Abstract

This article argues that environmentalism in South Asia matured when river basins began to be treated as political communities rather than mere hydraulic systems. Focusing on the Eastern Himalayan rivers, it explores how monsoon variability, glacier dynamics, sediment loads and upstream storage shape food security and energy planning downstream. The study reviews cooperative practices—data sharing, joint gauging, early-warning and sediment management—alongside persistent deficits in transparency and trust. It assesses the political economy of dams, irrigation and power trade, showing how benefits and risks are unevenly distributed across riparian districts. Building a shared water community, the paper contends, requires embedding science in accountable institutions, recognizing ecological services, and sequencing projects with social safeguards. It closes with a pragmatic roadmap that links hydromet networks, adaptive operation rules and livelihood co-benefits to a diplomatically viable basin compact.

Full Text

The body begins by outlining the hydro-climatic character of the Eastern Himalaya: steep catchments, flashy flows, seasonal extremes and large sediment budgets. Section One details why siloed national planning underperforms in such systems, emphasizing the transaction costs of secrecy, duplicated modelling and incompatible design standards. Section Two examines instruments of cooperation: open hydrological data, joint flood forecasting centres, and reservoir rule curves that trade energy for flood moderation when risk is elevated.
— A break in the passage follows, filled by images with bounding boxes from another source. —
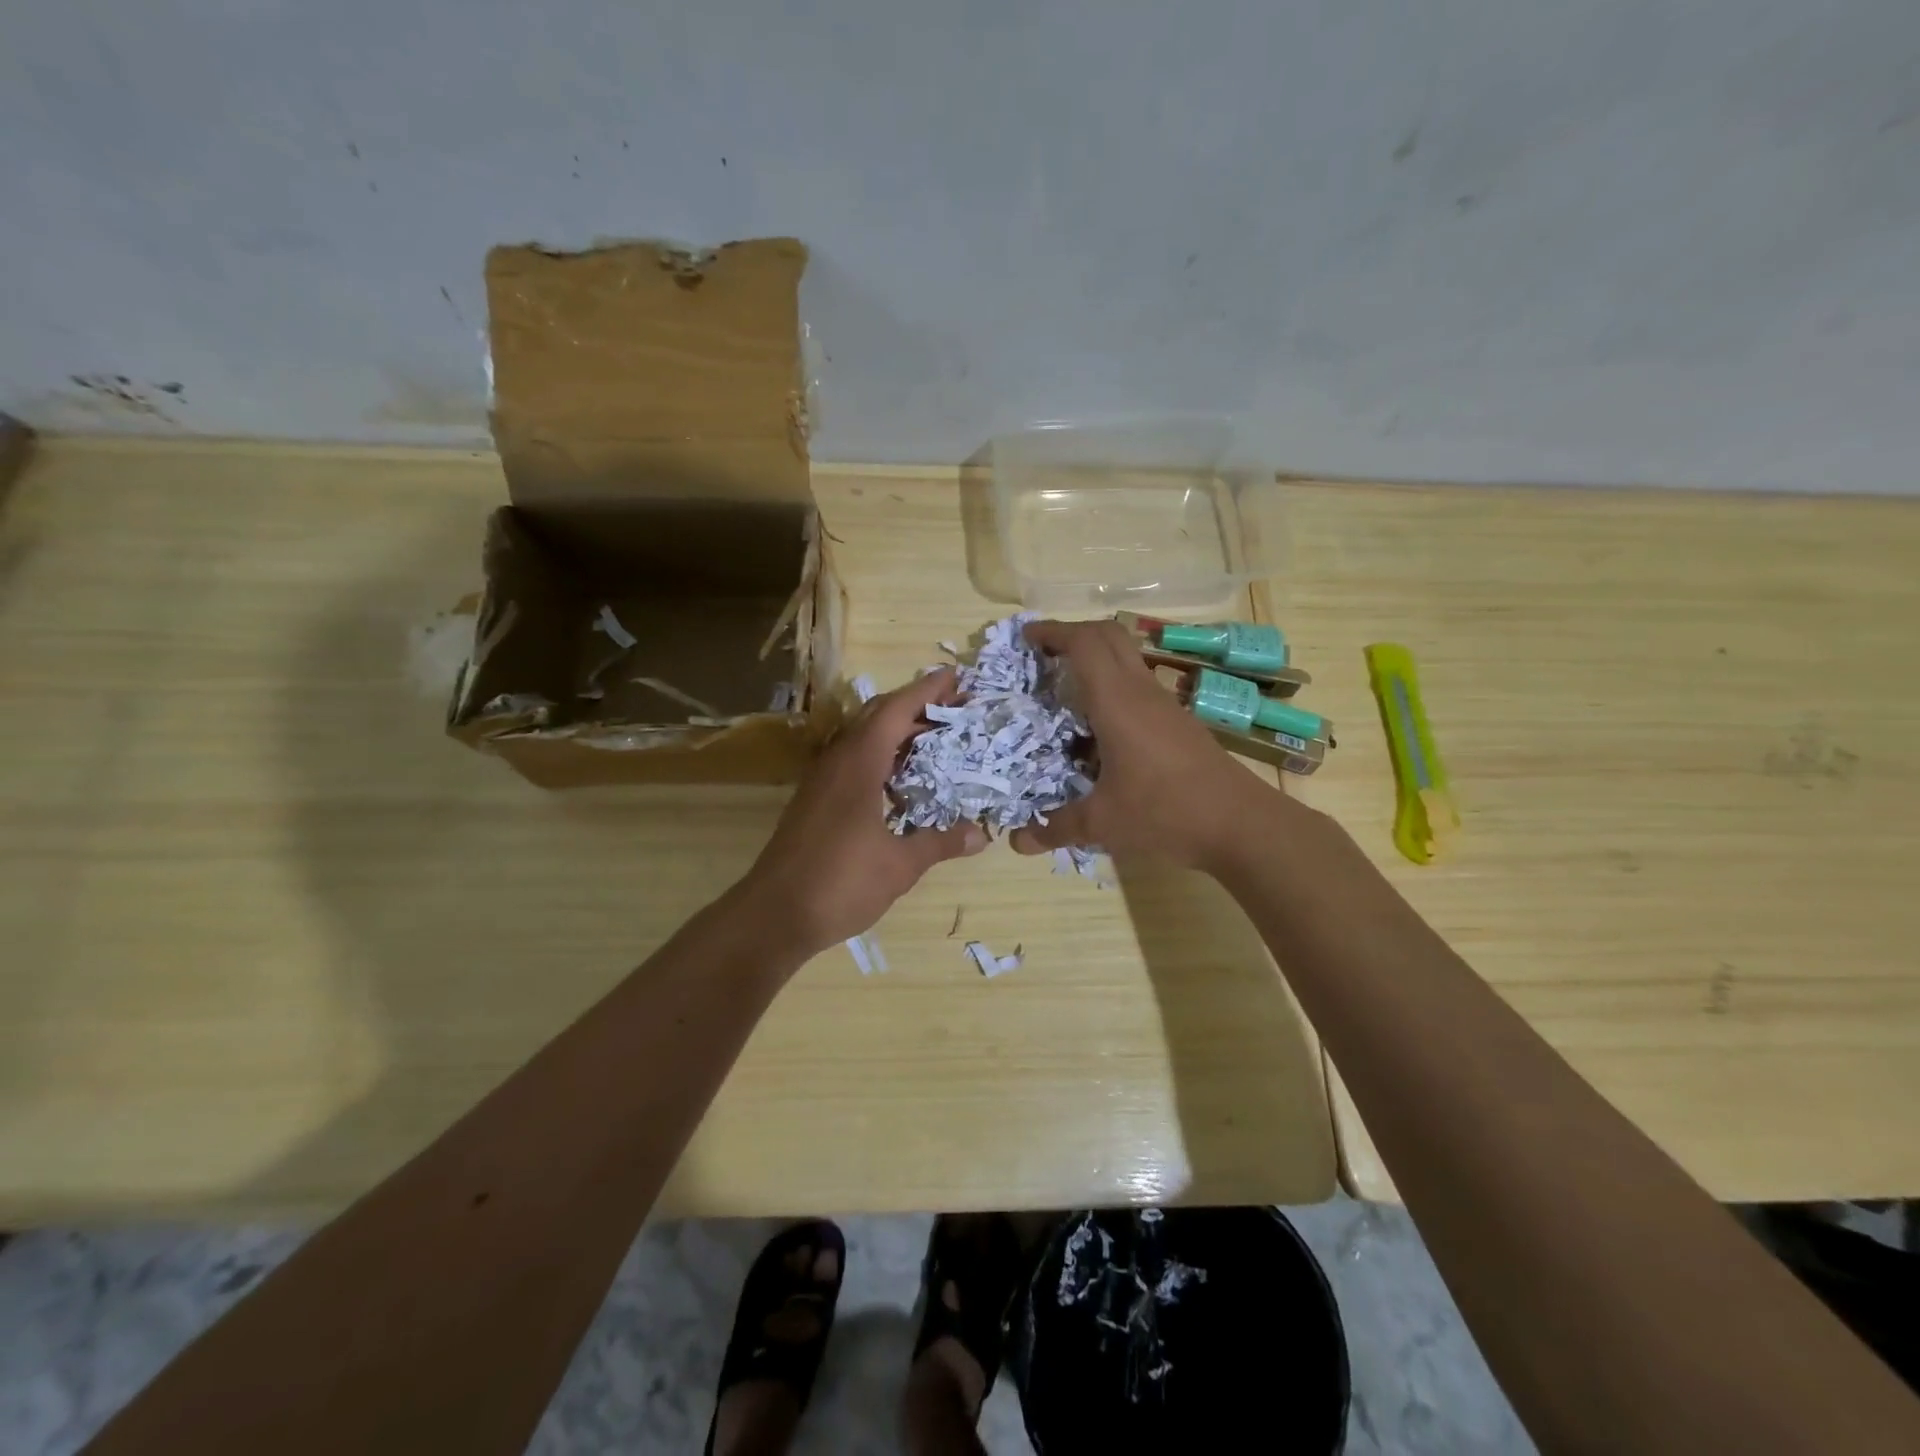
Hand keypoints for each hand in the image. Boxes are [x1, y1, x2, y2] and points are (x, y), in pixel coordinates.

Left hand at [738, 667, 986, 956]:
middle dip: (915, 707)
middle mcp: (837, 762)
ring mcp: (822, 781)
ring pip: (863, 739)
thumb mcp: (900, 864)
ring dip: (898, 733)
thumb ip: (939, 842)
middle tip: (955, 708)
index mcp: (858, 764)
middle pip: (877, 717)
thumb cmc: (840, 882)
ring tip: (936, 739)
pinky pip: (854, 762)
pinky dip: (882, 758)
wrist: (774, 915)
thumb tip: (980, 835)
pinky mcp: (815, 802)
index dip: (926, 690)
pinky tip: (902, 782)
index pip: (895, 710)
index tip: (956, 676)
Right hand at [1008, 618, 1276, 870]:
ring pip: (1127, 659)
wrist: (1240, 824)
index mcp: (1118, 702)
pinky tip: (1100, 726)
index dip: (1053, 631)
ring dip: (1096, 658)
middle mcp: (1142, 692)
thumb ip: (1057, 827)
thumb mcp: (1103, 823)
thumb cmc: (1166, 812)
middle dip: (1073, 633)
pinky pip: (1139, 685)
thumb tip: (1019, 842)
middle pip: (1109, 636)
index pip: (1084, 643)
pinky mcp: (1179, 722)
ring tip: (1065, 686)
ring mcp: (1165, 705)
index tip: (1025, 635)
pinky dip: (1112, 686)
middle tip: (1043, 652)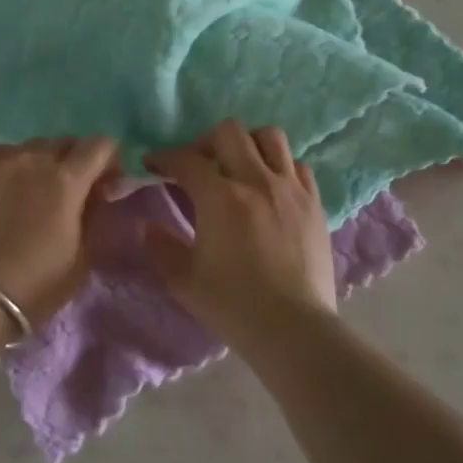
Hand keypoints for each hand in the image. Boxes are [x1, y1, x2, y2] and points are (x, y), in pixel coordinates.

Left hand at [0, 138, 117, 325]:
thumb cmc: (34, 284)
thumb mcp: (82, 257)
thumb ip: (93, 216)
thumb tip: (96, 195)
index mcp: (67, 180)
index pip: (100, 145)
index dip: (109, 160)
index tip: (105, 183)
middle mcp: (34, 159)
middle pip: (64, 143)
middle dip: (75, 161)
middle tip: (69, 191)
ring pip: (29, 148)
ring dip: (40, 164)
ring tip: (31, 192)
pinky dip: (9, 168)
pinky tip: (1, 194)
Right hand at [145, 120, 336, 338]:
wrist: (294, 330)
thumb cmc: (234, 306)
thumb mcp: (184, 280)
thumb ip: (161, 247)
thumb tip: (147, 226)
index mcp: (221, 198)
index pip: (186, 160)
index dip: (164, 157)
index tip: (153, 165)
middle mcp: (257, 181)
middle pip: (230, 132)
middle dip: (205, 142)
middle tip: (197, 165)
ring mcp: (291, 189)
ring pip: (270, 137)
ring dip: (247, 145)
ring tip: (237, 167)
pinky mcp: (315, 204)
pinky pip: (298, 166)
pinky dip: (279, 167)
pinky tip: (270, 188)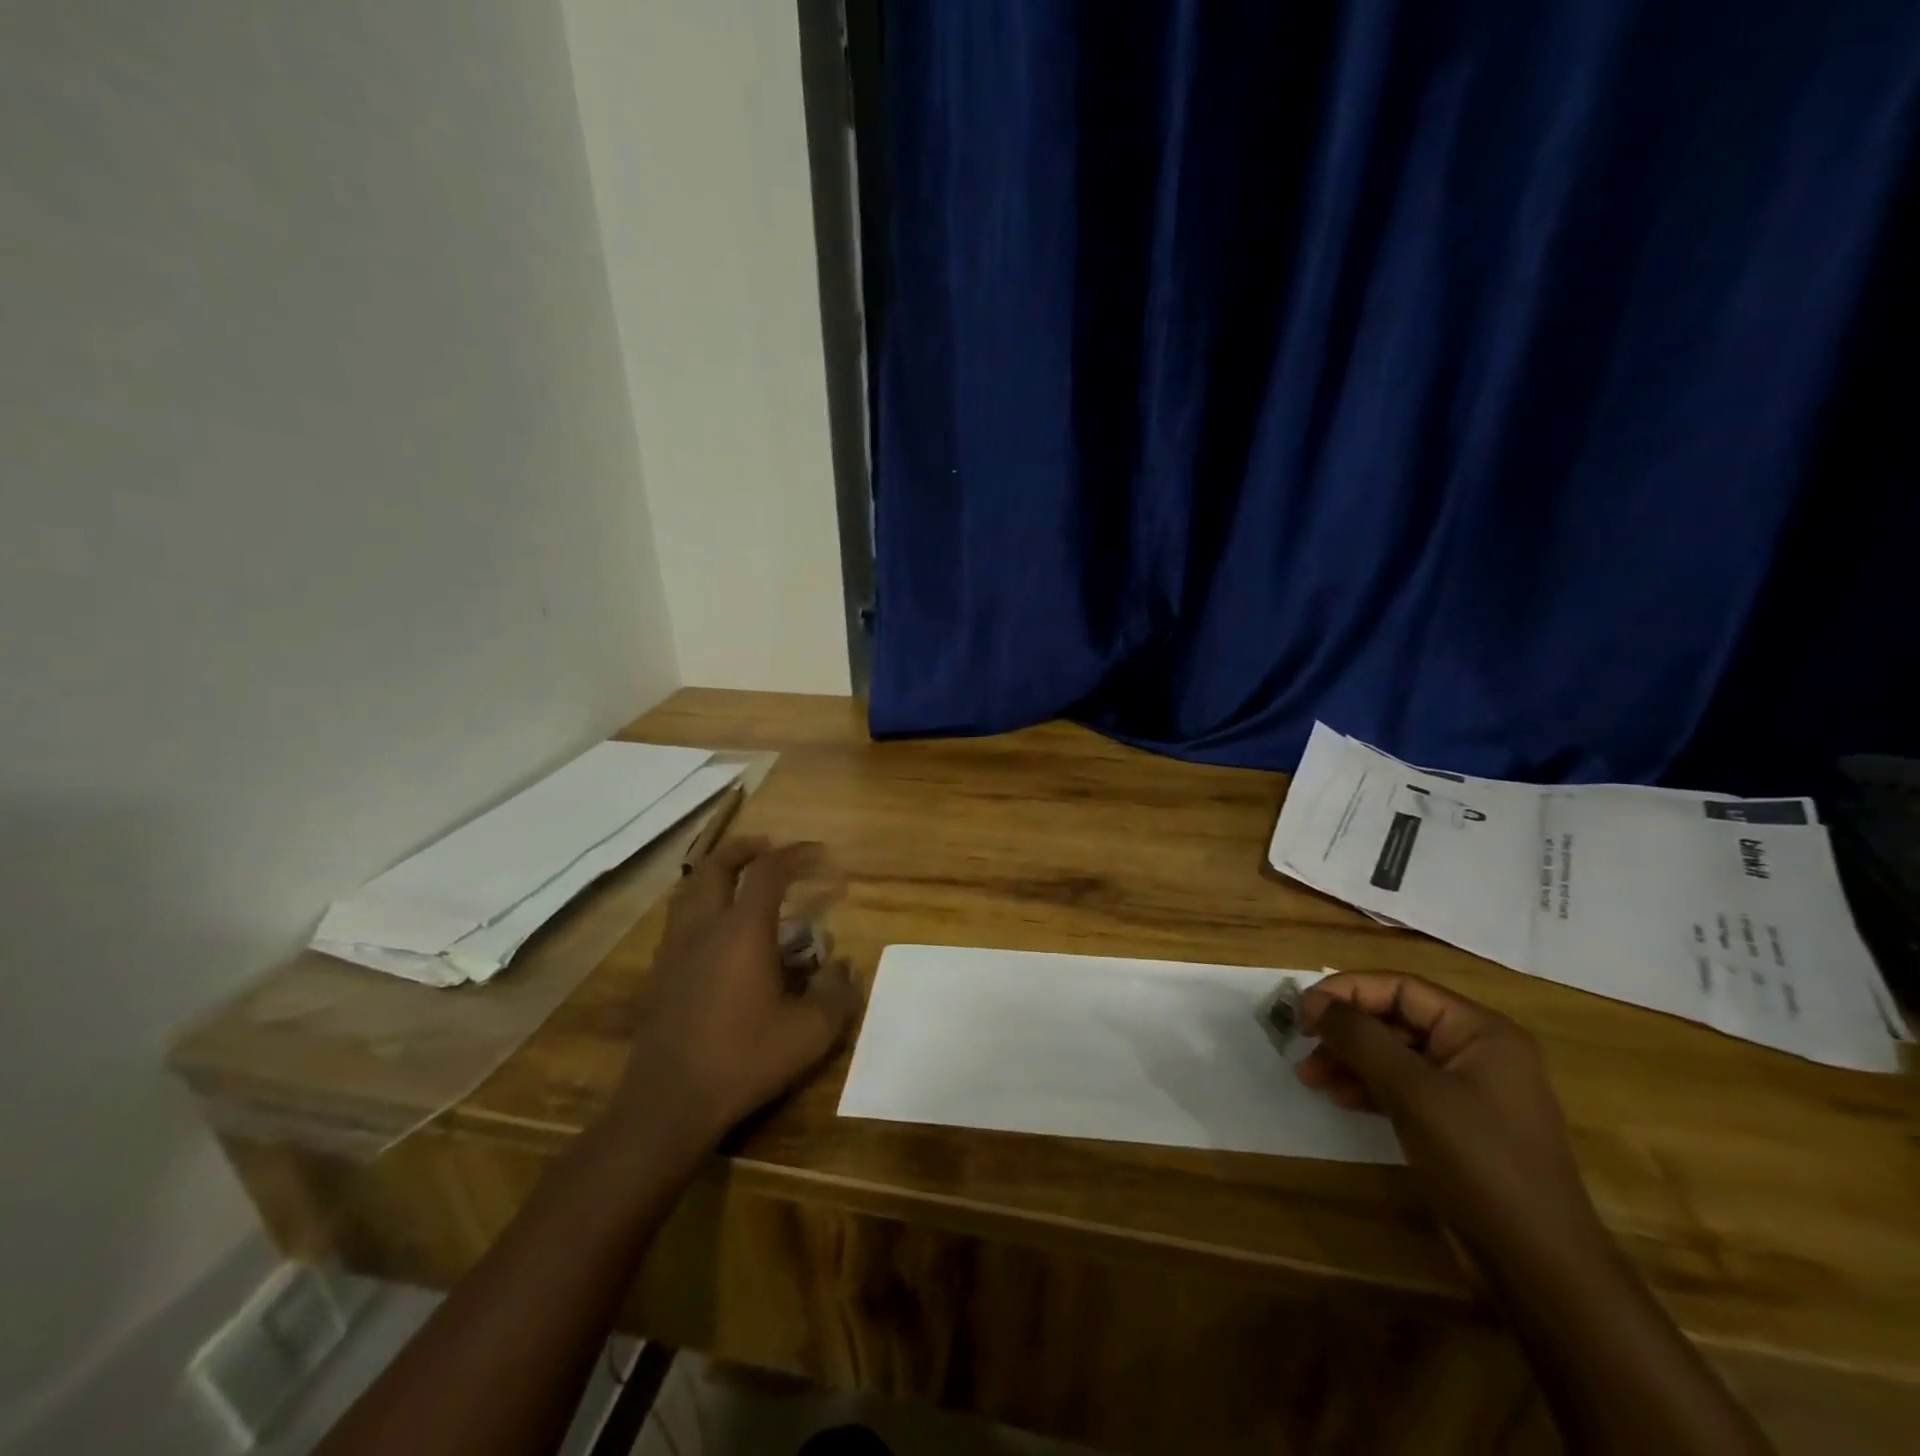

Section Three turns to distributional politics. It maps who pays for displacement, who gains from power exports, and how benefit-sharing—royalties, local equity stakes, and revenue earmarks—can rebalance outcomes. Section Four develops the ecological case: maintaining environmental flows, fish passages and sediment routing to stabilize deltas and wetlands that underpin agriculture. Section Five set outs an incremental bargain: pilot sub-basin councils, transparent impact audits, and regional market rules for cross-border electricity. The conclusion argues that a shared water community grows from repetitive, verifiable cooperation—small wins institutionalized—until confidence sustains bolder, basin-wide compacts.